I found that when I just specify, sometimes the AI will optimize to the point that it breaks other existing functional requirements in the same codebase. So I have to steer it with invariants. This is where the bulk of my effort is - monitoring to make sure that the agent didn't suddenly scramble the infra or delete valid usecases.

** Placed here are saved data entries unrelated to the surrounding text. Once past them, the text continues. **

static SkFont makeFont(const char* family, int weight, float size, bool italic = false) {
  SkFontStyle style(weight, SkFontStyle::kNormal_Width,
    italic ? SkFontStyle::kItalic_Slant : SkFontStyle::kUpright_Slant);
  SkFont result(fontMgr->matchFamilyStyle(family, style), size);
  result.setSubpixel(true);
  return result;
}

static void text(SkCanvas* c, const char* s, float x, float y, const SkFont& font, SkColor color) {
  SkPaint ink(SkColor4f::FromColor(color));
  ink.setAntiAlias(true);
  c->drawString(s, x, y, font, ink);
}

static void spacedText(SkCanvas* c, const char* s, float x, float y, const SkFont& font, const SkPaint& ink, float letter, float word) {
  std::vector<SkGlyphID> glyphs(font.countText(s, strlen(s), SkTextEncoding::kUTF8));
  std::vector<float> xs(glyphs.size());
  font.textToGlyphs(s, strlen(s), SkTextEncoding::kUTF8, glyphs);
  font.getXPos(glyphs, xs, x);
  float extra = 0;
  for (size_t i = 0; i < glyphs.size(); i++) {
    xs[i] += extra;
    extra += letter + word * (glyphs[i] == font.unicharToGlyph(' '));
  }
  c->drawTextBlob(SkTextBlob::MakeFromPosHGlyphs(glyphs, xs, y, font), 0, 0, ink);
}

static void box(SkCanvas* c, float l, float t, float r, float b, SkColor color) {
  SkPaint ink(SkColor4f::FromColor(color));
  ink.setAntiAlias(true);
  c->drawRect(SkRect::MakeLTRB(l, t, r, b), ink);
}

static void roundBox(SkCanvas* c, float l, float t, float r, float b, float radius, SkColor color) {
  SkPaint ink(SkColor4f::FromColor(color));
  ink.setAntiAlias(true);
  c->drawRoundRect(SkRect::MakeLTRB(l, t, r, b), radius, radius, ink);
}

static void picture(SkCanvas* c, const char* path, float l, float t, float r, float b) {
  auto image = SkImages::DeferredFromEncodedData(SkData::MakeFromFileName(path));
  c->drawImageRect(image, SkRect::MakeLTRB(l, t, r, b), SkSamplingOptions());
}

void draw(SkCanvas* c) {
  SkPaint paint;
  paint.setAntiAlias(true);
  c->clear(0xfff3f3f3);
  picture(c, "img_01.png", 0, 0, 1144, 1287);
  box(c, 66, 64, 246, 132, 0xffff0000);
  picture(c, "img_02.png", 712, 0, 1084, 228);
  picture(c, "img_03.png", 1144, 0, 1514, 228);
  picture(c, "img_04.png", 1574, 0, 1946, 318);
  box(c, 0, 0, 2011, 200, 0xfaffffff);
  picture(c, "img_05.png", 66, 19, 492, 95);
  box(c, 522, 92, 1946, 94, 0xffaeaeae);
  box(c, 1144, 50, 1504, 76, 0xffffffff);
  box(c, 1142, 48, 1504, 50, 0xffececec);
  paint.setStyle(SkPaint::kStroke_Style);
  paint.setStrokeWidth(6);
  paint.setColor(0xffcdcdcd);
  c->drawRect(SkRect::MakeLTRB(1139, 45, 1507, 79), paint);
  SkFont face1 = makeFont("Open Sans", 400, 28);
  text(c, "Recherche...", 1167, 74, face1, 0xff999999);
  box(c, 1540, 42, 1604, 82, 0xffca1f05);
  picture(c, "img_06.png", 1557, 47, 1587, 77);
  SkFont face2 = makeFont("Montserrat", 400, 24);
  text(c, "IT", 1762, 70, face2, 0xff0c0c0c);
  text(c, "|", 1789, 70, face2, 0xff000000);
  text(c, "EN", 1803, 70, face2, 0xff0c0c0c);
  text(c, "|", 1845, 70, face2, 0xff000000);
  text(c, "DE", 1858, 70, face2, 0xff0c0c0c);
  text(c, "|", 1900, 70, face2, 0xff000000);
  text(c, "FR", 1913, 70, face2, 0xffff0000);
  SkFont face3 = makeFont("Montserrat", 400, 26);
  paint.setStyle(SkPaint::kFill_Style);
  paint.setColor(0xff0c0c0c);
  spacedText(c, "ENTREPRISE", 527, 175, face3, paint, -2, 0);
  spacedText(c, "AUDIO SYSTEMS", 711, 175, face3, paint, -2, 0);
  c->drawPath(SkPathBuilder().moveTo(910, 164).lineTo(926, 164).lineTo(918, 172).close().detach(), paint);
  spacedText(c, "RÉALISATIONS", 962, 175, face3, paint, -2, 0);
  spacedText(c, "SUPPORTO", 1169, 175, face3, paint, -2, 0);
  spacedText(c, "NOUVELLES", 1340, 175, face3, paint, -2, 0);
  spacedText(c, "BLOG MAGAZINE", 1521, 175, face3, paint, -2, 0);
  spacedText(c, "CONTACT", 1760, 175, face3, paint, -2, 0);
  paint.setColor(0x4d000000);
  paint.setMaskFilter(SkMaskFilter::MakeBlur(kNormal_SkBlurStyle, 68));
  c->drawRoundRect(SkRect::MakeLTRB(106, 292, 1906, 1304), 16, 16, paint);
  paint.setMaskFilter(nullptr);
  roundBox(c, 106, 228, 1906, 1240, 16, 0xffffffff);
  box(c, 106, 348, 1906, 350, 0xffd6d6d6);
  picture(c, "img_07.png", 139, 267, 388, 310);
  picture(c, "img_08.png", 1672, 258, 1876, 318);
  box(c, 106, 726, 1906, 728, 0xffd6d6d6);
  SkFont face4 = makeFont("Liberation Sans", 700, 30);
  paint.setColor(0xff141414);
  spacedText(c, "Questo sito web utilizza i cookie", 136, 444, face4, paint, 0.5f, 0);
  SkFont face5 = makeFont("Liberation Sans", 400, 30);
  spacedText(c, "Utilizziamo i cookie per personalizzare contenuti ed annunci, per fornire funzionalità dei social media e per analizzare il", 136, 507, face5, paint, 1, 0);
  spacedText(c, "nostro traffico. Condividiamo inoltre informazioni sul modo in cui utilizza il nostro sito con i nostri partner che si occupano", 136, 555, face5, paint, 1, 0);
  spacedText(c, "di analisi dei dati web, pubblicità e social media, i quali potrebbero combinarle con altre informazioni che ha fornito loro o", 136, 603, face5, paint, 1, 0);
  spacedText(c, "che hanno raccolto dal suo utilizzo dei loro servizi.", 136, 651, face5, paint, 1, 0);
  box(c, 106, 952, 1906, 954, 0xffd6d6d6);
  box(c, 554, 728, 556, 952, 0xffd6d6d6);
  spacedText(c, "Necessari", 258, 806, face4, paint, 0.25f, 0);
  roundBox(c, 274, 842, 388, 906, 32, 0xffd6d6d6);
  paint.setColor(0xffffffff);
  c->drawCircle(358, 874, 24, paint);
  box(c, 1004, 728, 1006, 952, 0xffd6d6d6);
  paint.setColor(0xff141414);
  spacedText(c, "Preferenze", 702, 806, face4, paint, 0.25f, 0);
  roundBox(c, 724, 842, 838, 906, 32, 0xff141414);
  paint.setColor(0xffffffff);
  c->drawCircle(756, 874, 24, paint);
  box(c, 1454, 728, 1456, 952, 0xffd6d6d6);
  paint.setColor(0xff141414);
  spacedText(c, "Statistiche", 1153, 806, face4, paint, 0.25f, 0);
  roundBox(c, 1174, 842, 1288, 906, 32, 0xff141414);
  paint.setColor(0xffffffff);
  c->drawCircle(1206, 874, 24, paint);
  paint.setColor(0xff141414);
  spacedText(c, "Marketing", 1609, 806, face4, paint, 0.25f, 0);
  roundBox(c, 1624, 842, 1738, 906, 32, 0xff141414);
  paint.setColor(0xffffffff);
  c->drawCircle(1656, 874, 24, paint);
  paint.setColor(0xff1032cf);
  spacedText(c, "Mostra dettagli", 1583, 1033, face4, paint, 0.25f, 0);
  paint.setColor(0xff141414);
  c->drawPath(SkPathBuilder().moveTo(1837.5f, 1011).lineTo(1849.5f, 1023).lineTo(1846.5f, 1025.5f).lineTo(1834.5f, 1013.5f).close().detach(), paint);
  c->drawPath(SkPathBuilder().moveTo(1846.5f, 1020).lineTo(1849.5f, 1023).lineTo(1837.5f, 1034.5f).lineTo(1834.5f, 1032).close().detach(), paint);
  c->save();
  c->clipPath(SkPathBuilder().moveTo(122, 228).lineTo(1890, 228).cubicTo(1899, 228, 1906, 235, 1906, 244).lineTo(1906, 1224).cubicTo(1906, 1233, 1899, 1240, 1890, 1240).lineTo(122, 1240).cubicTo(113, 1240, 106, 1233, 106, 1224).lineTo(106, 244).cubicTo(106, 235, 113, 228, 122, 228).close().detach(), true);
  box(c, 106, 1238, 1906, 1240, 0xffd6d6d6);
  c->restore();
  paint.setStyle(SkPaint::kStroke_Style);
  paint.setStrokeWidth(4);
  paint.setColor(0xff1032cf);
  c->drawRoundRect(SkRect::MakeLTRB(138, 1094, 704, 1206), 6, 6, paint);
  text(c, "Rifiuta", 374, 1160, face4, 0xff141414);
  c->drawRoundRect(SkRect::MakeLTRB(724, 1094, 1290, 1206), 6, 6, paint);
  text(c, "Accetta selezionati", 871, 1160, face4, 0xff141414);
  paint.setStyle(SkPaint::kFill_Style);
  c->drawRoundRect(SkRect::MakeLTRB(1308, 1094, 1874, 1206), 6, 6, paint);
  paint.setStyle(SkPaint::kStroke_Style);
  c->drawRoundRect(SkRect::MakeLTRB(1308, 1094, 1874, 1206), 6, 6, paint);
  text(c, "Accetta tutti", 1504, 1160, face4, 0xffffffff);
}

1. How do you address that [paperclip problem](https://en.wikipedia.org/wiki/Instrumental_convergence) in Remoroo? Can we define invariants? 2. Why is there a whole orchestration system? Was there some limitation that prompted this architecture, e.g. did workers die frequently? Looks like Temporal/AWS SWF with the brain/worker/control architecture. The existence of `q (quit): Kills the Worker, aborts the run. The run is marked FAILED.` makes me think there's only one worker...so why...? It'd make more sense if the brain wanted to dispatch multiple hypotheses to multiple workers to test in parallel (e.g. if optimizing SQL, try these different joins all at once, discard queries running for X minutes after the first complete one).
Congrats on shipping and thanks for sharing. Sorry for the silly question, but can you help me understand what’s the difference between this and https://github.com/snarktank/ralph
(I didn’t dive too deep into neither so my apologies if it’s apples to oranges)
I am doing something similar with https://github.com/holoduke/myagent This project is actually some autonomous system that reads papers and tries to implement them. A fun experiment I would say.
I have no comments on the product and wish you all the best with it, but the AI copy on the page is so painful to read.
"Not a coding agent. An autonomous research engine."
"It didn't guess. It proved."
"▸ 30 experiments completed ▸ 8 kept · 22 discarded ▸ val_bpb: 2.24 → 1.55 ▸ VERIFIED · REPRODUCIBLE You slept through it."
God that is cringe…